**What you will do**: From the entries below, return every line that includes the word "edge".
** Data supplied follows **
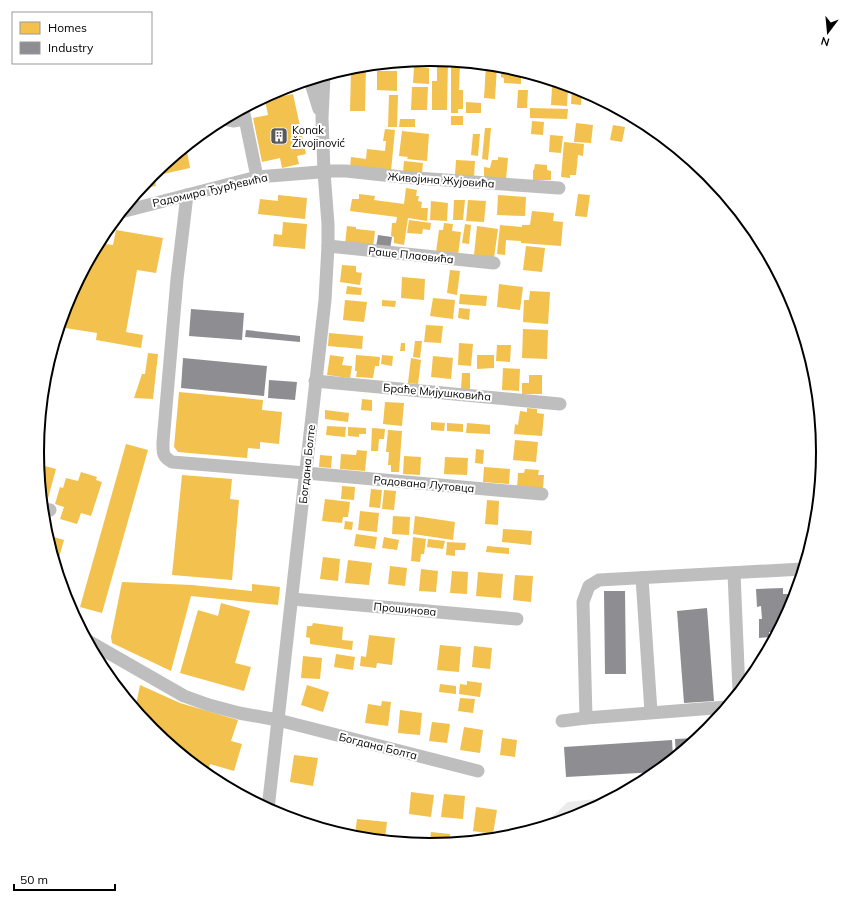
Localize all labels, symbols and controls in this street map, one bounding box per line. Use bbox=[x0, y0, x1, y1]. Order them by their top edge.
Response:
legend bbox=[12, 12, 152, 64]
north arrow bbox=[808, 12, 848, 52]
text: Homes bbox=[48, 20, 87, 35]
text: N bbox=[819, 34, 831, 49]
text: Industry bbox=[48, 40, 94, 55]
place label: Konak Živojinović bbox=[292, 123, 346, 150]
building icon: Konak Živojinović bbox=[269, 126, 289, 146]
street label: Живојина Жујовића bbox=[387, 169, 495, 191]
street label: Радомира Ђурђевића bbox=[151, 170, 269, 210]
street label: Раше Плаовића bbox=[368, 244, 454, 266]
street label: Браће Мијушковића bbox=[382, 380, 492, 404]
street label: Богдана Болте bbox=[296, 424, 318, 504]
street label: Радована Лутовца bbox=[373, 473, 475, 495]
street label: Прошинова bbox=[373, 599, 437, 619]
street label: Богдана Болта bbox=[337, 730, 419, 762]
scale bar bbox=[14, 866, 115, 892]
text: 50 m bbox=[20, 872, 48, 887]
** End of Data supplied **
** Data supplied follows **
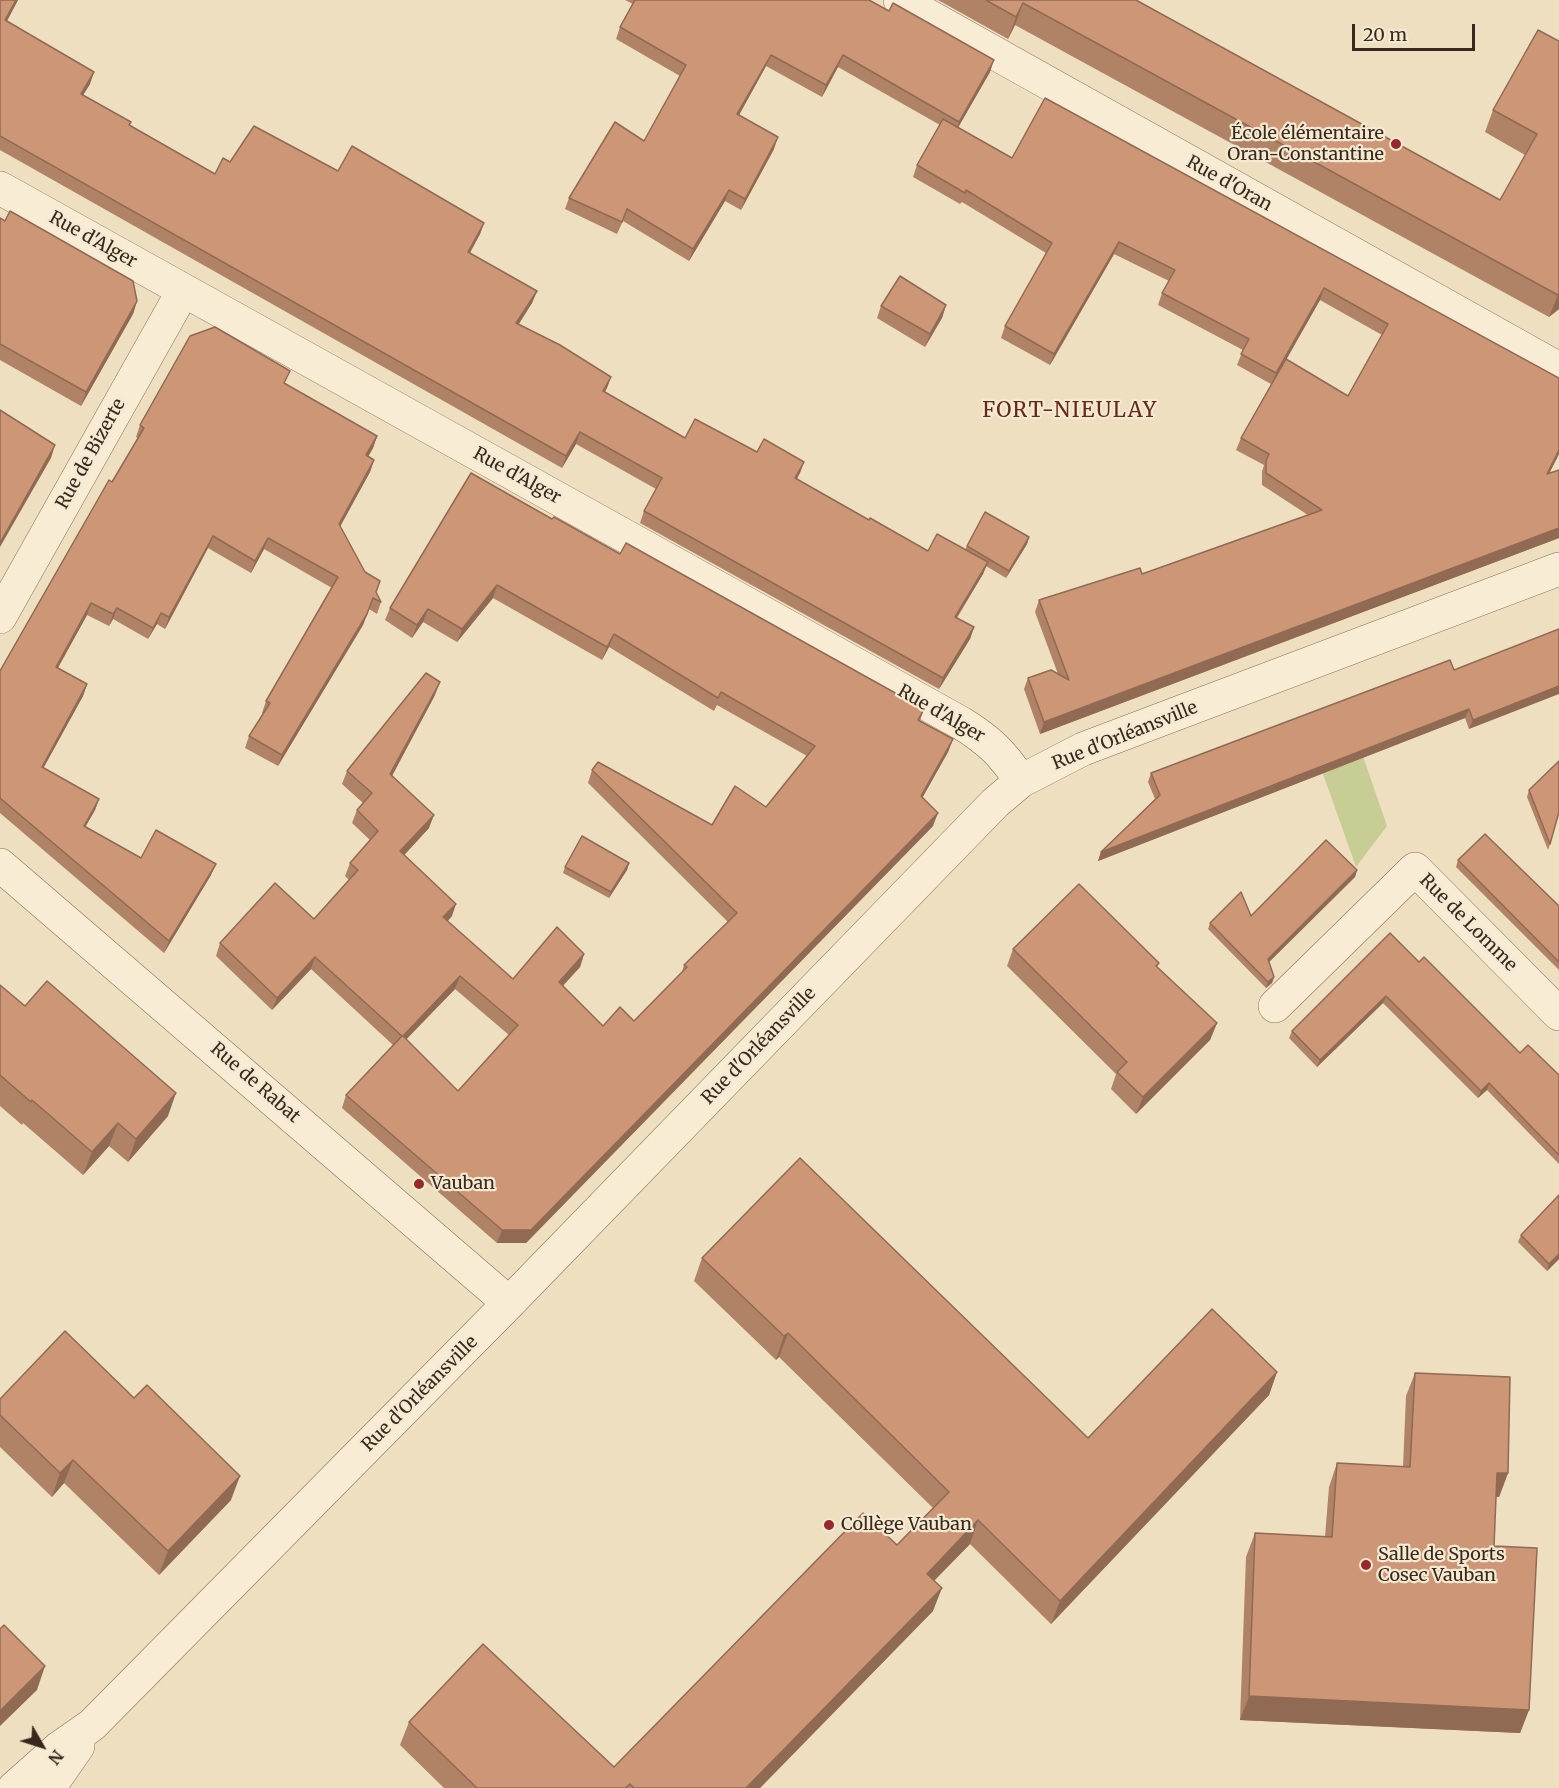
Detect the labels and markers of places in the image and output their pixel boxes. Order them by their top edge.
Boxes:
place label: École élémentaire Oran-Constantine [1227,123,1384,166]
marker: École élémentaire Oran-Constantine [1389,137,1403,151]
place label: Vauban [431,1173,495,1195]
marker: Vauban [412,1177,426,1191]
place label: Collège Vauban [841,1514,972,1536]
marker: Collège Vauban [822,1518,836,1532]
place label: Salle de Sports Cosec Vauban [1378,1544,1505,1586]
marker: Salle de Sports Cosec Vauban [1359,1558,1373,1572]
** End of Data supplied **
** Data supplied follows **
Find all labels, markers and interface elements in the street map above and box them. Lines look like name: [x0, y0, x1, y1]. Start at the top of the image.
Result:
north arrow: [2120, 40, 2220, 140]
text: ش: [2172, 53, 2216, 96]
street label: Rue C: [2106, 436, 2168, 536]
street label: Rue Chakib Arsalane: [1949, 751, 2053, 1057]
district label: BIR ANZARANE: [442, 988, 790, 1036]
** End of Data supplied **
**Solution below**:
Localize all labels, symbols and controls in this street map, one bounding box per line. Use bbox=[x0, y0, x1, y1]. Order them by their top edge.
Detect the labels and markers of places in the image and output their pixel boxes. Order them by their top edge.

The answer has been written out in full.